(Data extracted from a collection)
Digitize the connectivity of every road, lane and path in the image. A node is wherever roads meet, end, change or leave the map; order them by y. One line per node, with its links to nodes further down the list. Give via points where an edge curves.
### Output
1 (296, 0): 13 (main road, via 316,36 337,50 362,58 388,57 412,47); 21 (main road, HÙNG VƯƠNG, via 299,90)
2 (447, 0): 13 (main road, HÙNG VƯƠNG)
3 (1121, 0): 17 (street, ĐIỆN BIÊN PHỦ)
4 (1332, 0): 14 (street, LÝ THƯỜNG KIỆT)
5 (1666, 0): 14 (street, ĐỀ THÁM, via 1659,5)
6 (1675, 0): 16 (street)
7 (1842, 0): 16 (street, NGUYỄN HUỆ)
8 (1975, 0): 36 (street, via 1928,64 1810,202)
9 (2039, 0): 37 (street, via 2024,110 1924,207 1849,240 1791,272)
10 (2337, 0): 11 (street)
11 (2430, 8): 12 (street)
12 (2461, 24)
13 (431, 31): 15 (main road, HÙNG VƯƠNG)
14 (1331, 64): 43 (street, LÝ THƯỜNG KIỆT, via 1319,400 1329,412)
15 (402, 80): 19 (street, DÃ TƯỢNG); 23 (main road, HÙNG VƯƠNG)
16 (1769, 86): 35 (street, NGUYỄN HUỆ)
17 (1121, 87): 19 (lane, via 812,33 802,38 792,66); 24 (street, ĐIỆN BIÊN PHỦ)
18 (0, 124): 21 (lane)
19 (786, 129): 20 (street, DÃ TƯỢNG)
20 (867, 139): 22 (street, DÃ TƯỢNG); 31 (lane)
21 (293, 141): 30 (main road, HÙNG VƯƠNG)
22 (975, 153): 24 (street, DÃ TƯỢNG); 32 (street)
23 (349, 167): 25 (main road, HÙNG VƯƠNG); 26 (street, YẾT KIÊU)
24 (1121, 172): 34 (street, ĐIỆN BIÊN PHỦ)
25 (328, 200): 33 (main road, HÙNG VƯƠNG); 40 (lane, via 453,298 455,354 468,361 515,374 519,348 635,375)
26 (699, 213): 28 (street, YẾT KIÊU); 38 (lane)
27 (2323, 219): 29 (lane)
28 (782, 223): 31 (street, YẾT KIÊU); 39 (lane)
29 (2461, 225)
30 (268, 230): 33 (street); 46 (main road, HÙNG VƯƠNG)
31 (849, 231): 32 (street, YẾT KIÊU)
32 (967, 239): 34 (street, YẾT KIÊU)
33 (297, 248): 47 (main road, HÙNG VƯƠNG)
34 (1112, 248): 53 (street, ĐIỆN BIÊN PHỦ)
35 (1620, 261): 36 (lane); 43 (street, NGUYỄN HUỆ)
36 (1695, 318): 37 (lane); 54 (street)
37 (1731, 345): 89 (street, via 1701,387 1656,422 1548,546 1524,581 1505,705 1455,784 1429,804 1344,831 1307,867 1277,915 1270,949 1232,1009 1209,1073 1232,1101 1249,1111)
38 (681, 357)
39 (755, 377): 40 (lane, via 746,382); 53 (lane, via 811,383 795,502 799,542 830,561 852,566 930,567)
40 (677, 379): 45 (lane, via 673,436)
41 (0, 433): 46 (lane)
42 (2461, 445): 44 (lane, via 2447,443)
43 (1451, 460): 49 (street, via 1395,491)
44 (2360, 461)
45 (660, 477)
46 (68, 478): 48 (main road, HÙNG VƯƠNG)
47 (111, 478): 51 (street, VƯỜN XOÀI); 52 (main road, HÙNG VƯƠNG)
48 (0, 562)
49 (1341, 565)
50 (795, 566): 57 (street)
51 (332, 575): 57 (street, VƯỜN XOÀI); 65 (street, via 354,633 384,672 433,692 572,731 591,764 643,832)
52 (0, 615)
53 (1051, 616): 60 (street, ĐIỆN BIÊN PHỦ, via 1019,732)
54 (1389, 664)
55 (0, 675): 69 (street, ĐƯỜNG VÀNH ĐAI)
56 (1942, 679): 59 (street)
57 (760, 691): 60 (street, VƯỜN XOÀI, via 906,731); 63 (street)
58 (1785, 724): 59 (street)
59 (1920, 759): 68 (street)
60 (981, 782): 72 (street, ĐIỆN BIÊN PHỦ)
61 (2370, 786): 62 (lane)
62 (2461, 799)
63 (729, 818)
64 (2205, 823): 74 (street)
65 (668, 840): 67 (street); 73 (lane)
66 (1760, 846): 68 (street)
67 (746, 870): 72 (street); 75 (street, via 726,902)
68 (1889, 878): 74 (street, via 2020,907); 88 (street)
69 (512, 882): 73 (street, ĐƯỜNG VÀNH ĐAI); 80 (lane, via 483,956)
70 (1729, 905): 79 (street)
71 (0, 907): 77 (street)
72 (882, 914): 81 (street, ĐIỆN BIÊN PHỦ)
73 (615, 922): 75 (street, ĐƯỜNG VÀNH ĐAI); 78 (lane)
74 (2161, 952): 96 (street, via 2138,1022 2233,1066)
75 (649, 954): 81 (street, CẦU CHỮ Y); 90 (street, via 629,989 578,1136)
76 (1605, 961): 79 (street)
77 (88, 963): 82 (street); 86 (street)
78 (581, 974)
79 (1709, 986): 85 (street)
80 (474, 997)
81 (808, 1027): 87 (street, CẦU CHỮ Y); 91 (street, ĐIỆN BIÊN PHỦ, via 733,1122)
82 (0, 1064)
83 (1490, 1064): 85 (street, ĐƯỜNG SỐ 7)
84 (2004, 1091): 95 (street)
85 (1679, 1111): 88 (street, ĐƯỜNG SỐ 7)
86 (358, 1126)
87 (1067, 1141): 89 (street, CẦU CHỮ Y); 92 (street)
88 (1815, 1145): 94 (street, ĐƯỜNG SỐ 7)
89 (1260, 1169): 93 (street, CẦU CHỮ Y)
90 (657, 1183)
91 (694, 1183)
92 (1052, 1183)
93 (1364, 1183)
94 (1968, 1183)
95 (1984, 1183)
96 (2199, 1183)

▸ **WHAT THE TASK REQUIRES**: For every line in the entries above that contains "BIÊN", add one to a count, and give that number by itself.

▸ **EXPECTED ANSWER**: 8